A critical issue for the North Sea is how far mature fields and their infrastructure can be stretched . . . in other words life extension.
“How far can a structure be pushed?” Smith asks. “This is why we brought Dr Marson onboard. He brings an in-depth analysis capability to enable us to come up with ideas that make our (brownfield) solutions even leaner.
“We now have the capability to carry out advanced analysis, including non linear assessments of jackets and topsides, dynamic analysis and reliability analysis .”
Basically this is about offering operators of mature assets . . . clients such as Apache, Ensco, Talisman and Workfox . . . a service that could be highly beneficial by ensuring that the true state of their infrastructure is analysed to discover whether it can take life extension re-engineering and additional load.
One of the intriguing facts of the North Sea is that some of the oldest platforms are among the best able to cope with life extension because of the sheer strength of their heavy-launch jackets.
More than 25 accommodation projects have been tackled by the Optimus structural team in three years, generally working to fabricators such as Aiken Group, CPS and Rigfit.
A range of tailored solutions have been applied, from single lift modules of more than 50 tonnes (up to 2,000t); modular structures made up using multiple 10-50t sub-modules; and piece small structures where sections are less than two tonnes in weight can be assembled in seemingly inaccessible parts of a platform.
Smith: “We were asked to put a small accommodation module onto Apache’s Forties Charlie platform. It had a limited existing structure, there was no crane access.

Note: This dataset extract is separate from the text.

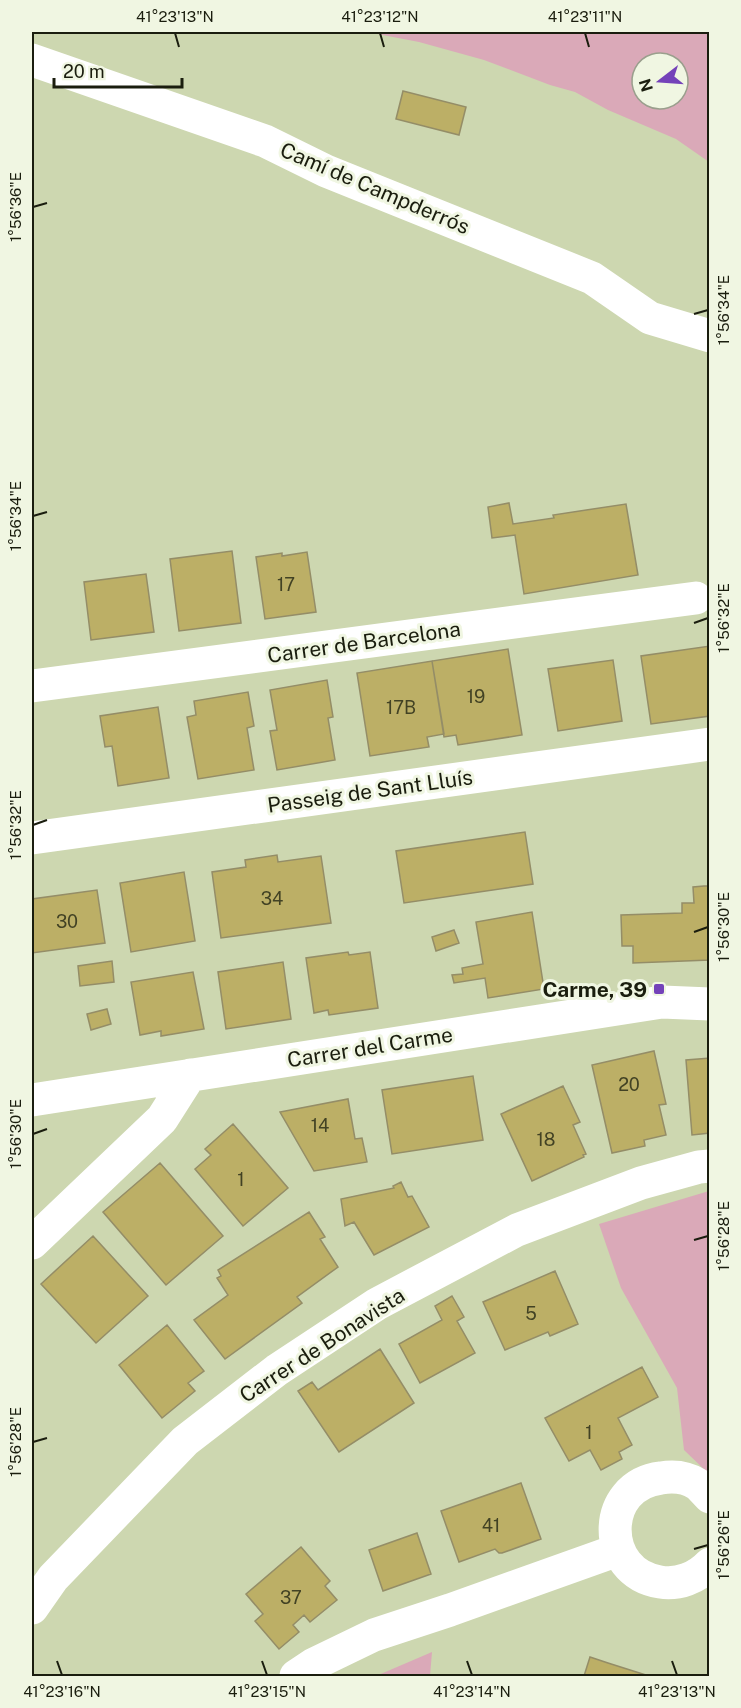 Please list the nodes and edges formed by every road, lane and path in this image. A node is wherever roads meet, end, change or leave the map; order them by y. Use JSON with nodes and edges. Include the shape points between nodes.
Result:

“We devised a method for piece-small assembly so a team could assemble it on the platform. It was 35-40 tonnes in weight, measured 22m by 3.2m by 3.55m high and comprised 56 panel modules. This was almost an ‘IKEA’ solution . . . flat-pack. The job was sub-contracted through Global Energy.”
Looking ahead and given the long anticipated North Sea ‘Indian Summer’, just reinforced by 2012 UK budget concessions, the Optimus team sees a lively market, both for brown- and increasingly, greenfield business.